== What the exercise asks ==
All of the records should be reproduced word for word, but no images may appear in the copy.

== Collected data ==
━━━━━━━━

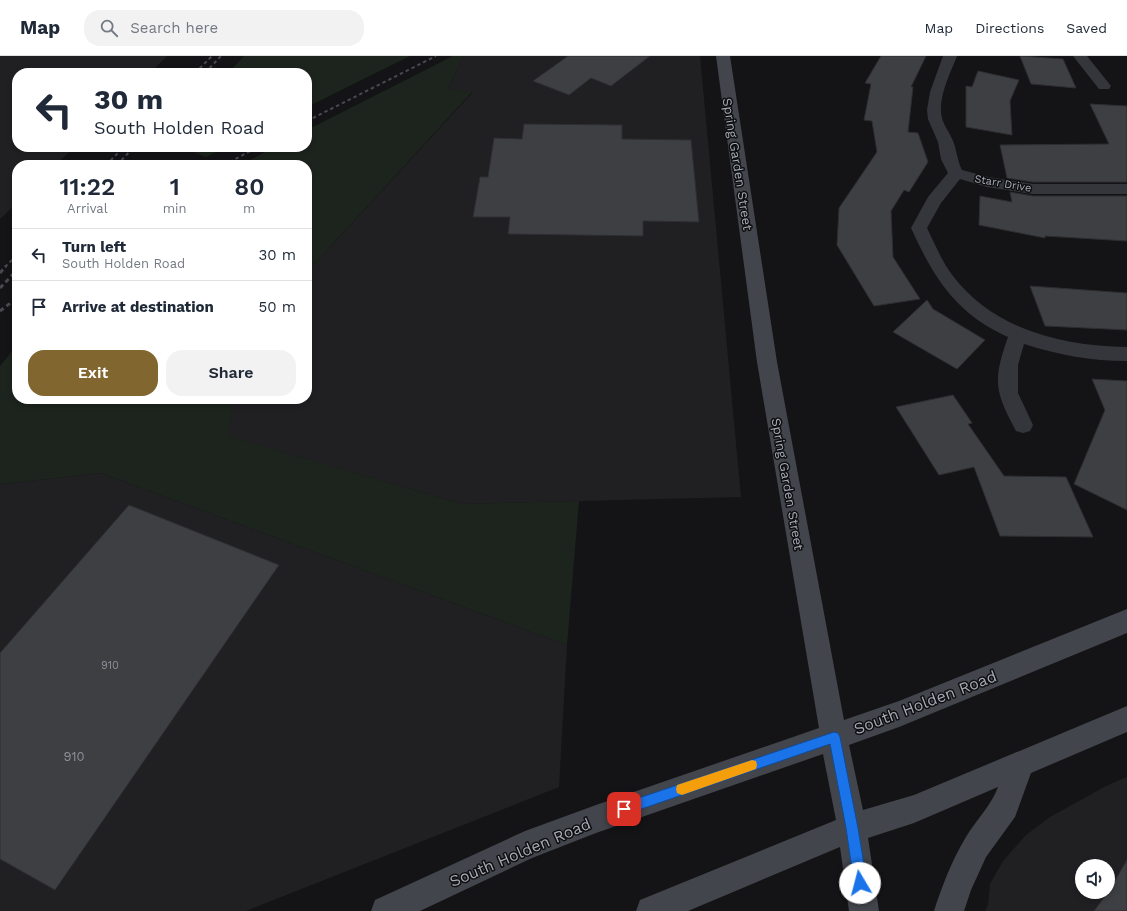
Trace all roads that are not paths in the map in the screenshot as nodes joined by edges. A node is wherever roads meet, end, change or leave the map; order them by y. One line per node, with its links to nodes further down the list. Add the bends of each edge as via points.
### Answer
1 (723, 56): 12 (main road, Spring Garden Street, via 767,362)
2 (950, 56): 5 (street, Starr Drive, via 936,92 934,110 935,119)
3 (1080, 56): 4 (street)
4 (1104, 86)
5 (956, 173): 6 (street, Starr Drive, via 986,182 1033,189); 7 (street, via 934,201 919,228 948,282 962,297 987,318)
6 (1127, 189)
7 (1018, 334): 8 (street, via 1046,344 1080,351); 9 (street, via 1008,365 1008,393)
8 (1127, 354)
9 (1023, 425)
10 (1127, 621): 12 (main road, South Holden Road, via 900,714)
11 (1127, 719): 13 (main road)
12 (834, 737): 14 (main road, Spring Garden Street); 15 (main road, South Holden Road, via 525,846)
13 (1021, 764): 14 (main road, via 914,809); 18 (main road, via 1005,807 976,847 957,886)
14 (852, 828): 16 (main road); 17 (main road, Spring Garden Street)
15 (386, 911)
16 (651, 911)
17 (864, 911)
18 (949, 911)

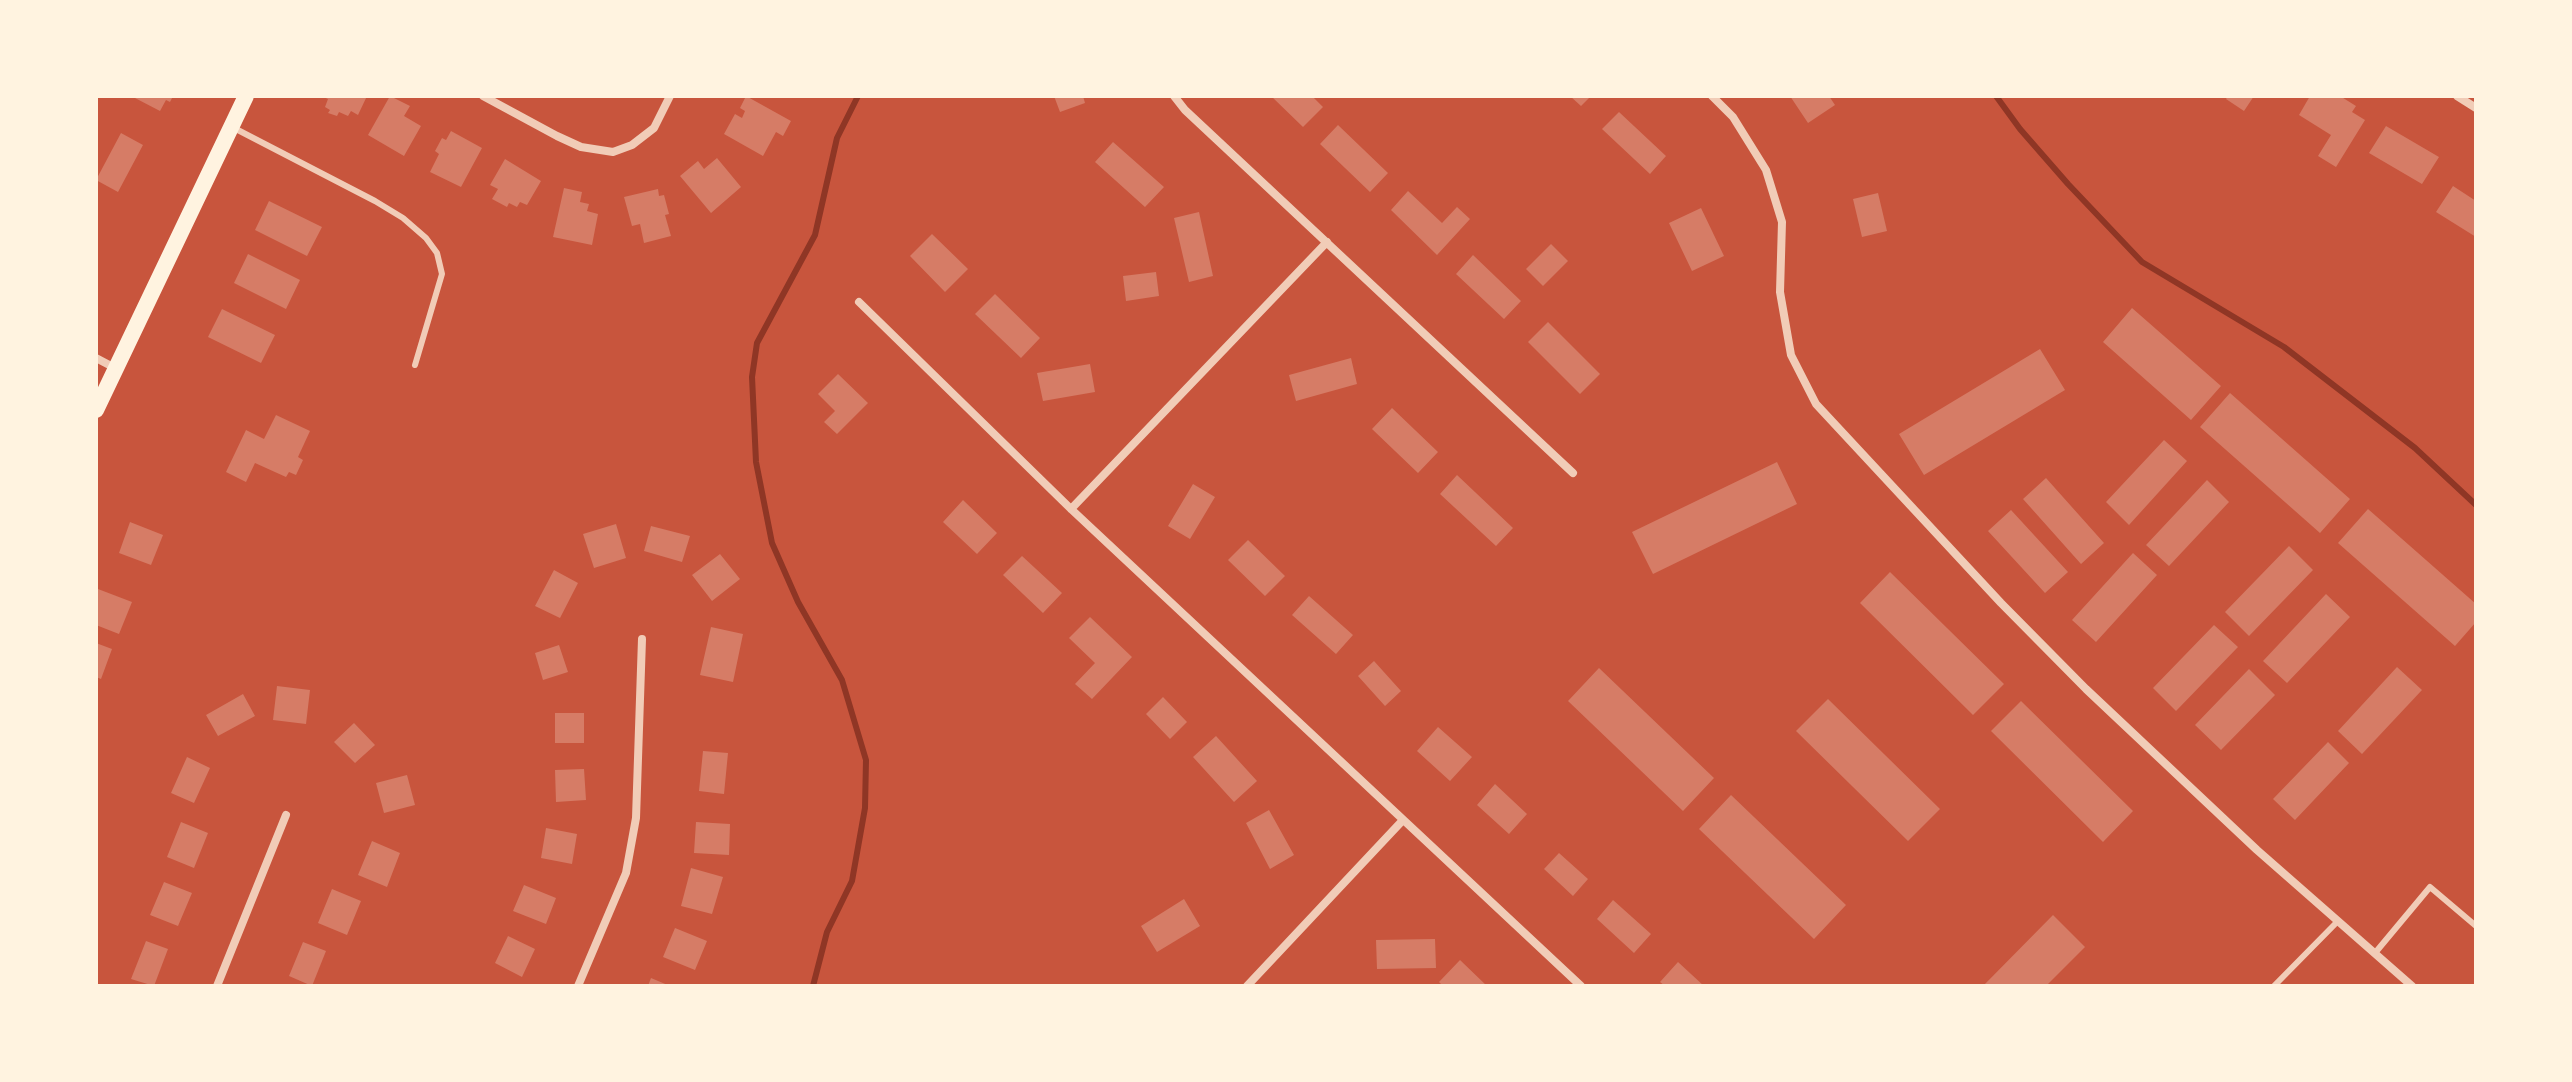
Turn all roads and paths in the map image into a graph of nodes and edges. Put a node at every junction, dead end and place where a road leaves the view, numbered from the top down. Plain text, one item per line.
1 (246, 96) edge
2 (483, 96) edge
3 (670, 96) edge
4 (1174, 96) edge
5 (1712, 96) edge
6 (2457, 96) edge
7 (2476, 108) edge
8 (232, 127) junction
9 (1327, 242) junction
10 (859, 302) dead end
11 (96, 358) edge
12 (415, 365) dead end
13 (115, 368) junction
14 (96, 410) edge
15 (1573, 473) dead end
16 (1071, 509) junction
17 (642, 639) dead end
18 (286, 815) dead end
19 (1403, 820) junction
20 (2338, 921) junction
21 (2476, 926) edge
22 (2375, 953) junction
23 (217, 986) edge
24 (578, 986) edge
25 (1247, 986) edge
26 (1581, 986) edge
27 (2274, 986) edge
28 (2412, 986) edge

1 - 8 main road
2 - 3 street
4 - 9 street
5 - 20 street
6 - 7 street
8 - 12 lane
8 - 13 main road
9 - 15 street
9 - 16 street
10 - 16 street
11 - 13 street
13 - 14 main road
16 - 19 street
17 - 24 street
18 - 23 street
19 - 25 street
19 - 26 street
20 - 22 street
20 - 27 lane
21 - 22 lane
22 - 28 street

━━━━━━━━

== Task result ==
Trace all roads that are not paths in the map in the screenshot as nodes joined by edges. A node is wherever roads meet, end, change or leave the map; order them by y. One line per node, with its links to nodes further down the list. Add the bends of each edge as via points.
### Answer
1 (723, 56): 12 (main road, Spring Garden Street, via 767,362)
2 (950, 56): 5 (street, Starr Drive, via 936,92 934,110 935,119)
3 (1080, 56): 4 (street)
4 (1104, 86)
5 (956, 173): 6 (street, Starr Drive, via 986,182 1033,189); 7 (street, via 934,201 919,228 948,282 962,297 987,318)
6 (1127, 189)
7 (1018, 334): 8 (street, via 1046,344 1080,351); 9 (street, via 1008,365 1008,393)
8 (1127, 354)
9 (1023, 425)
10 (1127, 621): 12 (main road, South Holden Road, via 900,714)
11 (1127, 719): 13 (main road)
12 (834, 737): 14 (main road, Spring Garden Street); 15 (main road, South Holden Road, via 525,846)
13 (1021, 764): 14 (main road, via 914,809); 18 (main road, via 1005,807 976,847 957,886)
14 (852, 828): 16 (main road); 17 (main road, Spring Garden Street)
15 (386, 911)
16 (651, 911)
17 (864, 911)
18 (949, 911)

Turn all roads and paths in the map image into a graph of nodes and edges. Put a node at every junction, dead end and place where a road leaves the view, numbered from the top down. Plain text, one item per line.
1 (246, 96) edge
2 (483, 96) edge
3 (670, 96) edge
4 (1174, 96) edge
5 (1712, 96) edge
6 (2457, 96) edge
7 (2476, 108) edge
8 (232, 127) junction
9 (1327, 242) junction
10 (859, 302) dead end
11 (96, 358) edge
12 (415, 365) dead end
13 (115, 368) junction
14 (96, 410) edge
15 (1573, 473) dead end
16 (1071, 509) junction
17 (642, 639) dead end
18 (286, 815) dead end
19 (1403, 820) junction
20 (2338, 921) junction
21 (2476, 926) edge
22 (2375, 953) junction
23 (217, 986) edge
24 (578, 986) edge
25 (1247, 986) edge
26 (1581, 986) edge
27 (2274, 986) edge
28 (2412, 986) edge

1 - 8 main road
2 - 3 street
4 - 9 street
5 - 20 street
6 - 7 street
8 - 12 lane
8 - 13 main road
9 - 15 street
9 - 16 street
10 - 16 street
11 - 13 street
13 - 14 main road
16 - 19 street
17 - 24 street
18 - 23 street
19 - 25 street
19 - 26 street
20 - 22 street
20 - 27 lane
21 - 22 lane
22 - 28 street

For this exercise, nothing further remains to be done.